Astaga … Ibu jatuh tersungkur ke lantai. Aku terpaku sesaat. Apakah ini masih bagian dari sandiwaranya?

“Nak ….” Tangan ringkih itu terjulur ke arahku.

Aku mendekat dan berlutut di samping Ibu.

“Janji … kamu harus janji sama Ibu.” Suaranya melemah, tapi genggemannya pada tanganku mengerat.

Seumur hidupku, ini pertama kalinya aku merasa kurang beruntung dilahirkan sebagai anak tunggal.

“Nak?”

“Iya, Bu.” Aku mengangguk. Tidak ada pilihan lain. Iyakan saja biar Ibu tenang. Dan sebelum Ibu membuka mulut, aku segera menggendong dan membawanya ke kamar.

Semenjak permintaan Ibu dua pekan lalu, aku tak pernah lagi ikut bertaruh dan memasang beberapa angka seperti biasanya. Aku berusaha keras mengabaikan ajakan teman-teman. Pun cerita mimpi yang berseliweran dan menjadi bahan obrolan di grup kami. Aku menahan diri untuk tak membacanya, padahal biasanya aku adalah salah satu yang paling bersemangat menafsirkan mimpi-mimpi itu. Tentu saja berbekal buku tafsir mimpi yang kini teronggok di atas nakas samping tempat tidurku.

Entah sampai kapan aku mampu memegang janji pada Ibu. Baru dua pekan, dan godaannya terasa begitu berat.

Ah, Ibu. Hanya karena doa, aku harus meninggalkan kesenanganku. Mengapa Ibu tak percaya kalau aku akan tetap mendoakannya, walau aku seorang penjudi. Apakah karena doa itu harus berasal dari seorang anak yang saleh? Sepenting itukah doaku untuk Ibu?

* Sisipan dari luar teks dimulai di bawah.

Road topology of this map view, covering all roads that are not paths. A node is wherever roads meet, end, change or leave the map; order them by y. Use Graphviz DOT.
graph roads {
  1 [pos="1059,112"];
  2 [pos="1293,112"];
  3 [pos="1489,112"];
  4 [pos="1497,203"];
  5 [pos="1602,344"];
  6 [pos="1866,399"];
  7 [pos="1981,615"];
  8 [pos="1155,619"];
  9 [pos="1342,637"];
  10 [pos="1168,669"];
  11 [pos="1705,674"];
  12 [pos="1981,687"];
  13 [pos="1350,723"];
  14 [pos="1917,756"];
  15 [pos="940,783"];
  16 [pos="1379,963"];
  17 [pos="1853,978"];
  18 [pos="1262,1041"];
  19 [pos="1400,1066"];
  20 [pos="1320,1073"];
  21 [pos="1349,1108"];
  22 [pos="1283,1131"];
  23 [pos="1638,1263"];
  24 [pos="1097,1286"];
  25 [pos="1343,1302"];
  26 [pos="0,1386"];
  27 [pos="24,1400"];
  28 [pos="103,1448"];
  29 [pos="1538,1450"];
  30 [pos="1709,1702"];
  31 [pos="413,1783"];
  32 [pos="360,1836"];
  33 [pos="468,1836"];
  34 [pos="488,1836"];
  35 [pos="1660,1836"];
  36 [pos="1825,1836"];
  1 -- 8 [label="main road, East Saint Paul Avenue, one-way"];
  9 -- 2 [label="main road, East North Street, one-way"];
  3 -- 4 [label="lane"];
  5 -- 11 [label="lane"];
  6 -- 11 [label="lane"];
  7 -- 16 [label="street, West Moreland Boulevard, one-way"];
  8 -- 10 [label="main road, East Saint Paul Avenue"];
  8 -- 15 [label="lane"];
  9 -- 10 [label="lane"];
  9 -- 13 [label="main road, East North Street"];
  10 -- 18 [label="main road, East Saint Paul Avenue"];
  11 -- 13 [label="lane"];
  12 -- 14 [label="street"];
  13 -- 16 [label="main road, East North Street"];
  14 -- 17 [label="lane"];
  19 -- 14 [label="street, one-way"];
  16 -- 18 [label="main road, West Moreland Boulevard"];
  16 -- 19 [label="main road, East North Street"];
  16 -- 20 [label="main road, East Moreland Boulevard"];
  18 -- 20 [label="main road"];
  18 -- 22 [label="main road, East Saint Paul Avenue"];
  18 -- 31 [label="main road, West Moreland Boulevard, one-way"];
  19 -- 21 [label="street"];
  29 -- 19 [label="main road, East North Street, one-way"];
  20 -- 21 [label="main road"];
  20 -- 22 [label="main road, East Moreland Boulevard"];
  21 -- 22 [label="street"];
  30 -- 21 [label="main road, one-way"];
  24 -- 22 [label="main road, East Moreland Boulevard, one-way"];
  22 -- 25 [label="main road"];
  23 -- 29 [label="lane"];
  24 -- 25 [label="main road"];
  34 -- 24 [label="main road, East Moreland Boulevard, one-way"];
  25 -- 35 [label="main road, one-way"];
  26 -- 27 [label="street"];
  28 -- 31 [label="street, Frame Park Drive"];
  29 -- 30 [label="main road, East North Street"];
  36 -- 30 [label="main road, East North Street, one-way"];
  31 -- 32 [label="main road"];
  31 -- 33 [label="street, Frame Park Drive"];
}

Aku terus berusaha menahan diri. Namun, akhirnya aku kalah. Tepat dua bulan setelah janji yang kuucapkan, aku bermimpi. Seharian aku dilanda keraguan. Mimpi itu … sangat jelas. Aku bisa menafsirkannya dan menjadikannya empat angka jitu yang bisa mengubah hidupku dalam sekejap. Tapi, bagaimana dengan janjiku pada Ibu?

Aku benar-benar kalut. Jika saja ini bukan mimpiku sendiri, aku tak akan peduli. Arghh …. Aku meremas-remas rambutku.

Ah, sekali ini saja. Ini yang terakhir dan Ibu tak akan tahu. Aku menarik napas panjang. Ya, sekali ini saja dan setelahnya aku akan benar-benar berhenti.

Aku kembali bertaruh dan memasang empat angka secara diam-diam. Lalu kemudian … mimpi itu pun menjadi kenyataan. Empat angka yang membuat ratusan juta rupiah mengalir ke rekeningku. Aku bersorak kegirangan, seolah tak percaya dengan keberuntunganku ini.

Malamnya, kuutarakan pada Ibu niat untuk memiliki mobil yang sejak lama menjadi impianku.

“Beli mobil baru? Uang dari mana?” Ibu membelalak dan aku tak mungkin jujur mengatakan padanya bahwa aku baru saja menang berjudi.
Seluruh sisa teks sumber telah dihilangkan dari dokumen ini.